Without altering a word, return the records below, but exclude the pictures.

>>>

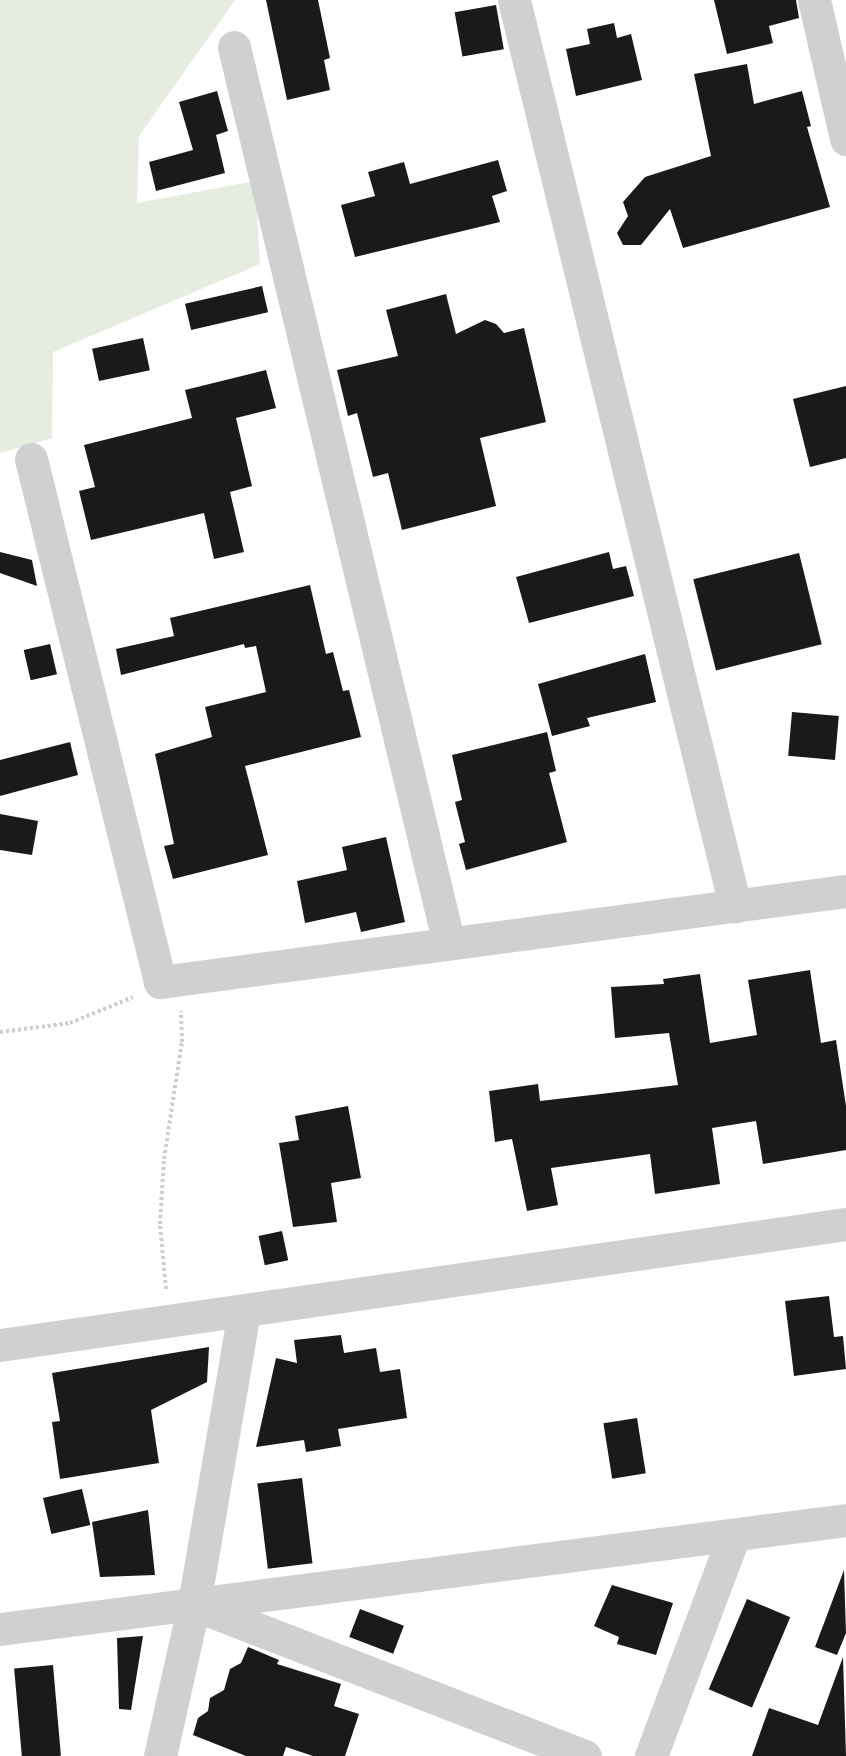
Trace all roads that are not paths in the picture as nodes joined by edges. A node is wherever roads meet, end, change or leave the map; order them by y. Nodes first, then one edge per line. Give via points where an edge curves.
1 (514, 0) edge
2 (814, 0) edge
3 (234, 47) dead end
4 (846, 139) edge
5 (31, 459) dead end
6 (846, 891) edge
7 (735, 906) junction
8 (449, 944) junction
9 (846, 1224) edge
10 (244, 1310) junction
11 (0, 1344) edge
12 (846, 1520) edge
13 (734, 1535) junction
14 (194, 1604) junction
15 (0, 1629) edge
16 (160, 1756) edge
17 (585, 1756) edge
18 (651, 1756) edge

1 - 7 street
2 - 4 street
3 - 8 street
5 - 8 street via 170,981
6 - 7 street
7 - 8 street
9 - 10 street
10 - 11 street
10 - 14 street
12 - 13 street
13 - 14 street
13 - 18 street
14 - 15 street
14 - 16 street
14 - 17 street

<<<

• _COMPLETED EXERCISE_
Trace all roads that are not paths in the picture as nodes joined by edges. A node is wherever roads meet, end, change or leave the map; order them by y. Nodes first, then one edge per line. Give via points where an edge curves.
1 (514, 0) edge
2 (814, 0) edge
3 (234, 47) dead end
4 (846, 139) edge
5 (31, 459) dead end
6 (846, 891) edge
7 (735, 906) junction
8 (449, 944) junction
9 (846, 1224) edge
10 (244, 1310) junction
11 (0, 1344) edge
12 (846, 1520) edge
13 (734, 1535) junction
14 (194, 1604) junction
15 (0, 1629) edge
16 (160, 1756) edge
17 (585, 1756) edge
18 (651, 1756) edge

1 - 7 street
2 - 4 street
3 - 8 street
5 - 8 street via 170,981
6 - 7 street
7 - 8 street
9 - 10 street
10 - 11 street
10 - 14 street
12 - 13 street
13 - 14 street
13 - 18 street
14 - 15 street
14 - 16 street
14 - 17 street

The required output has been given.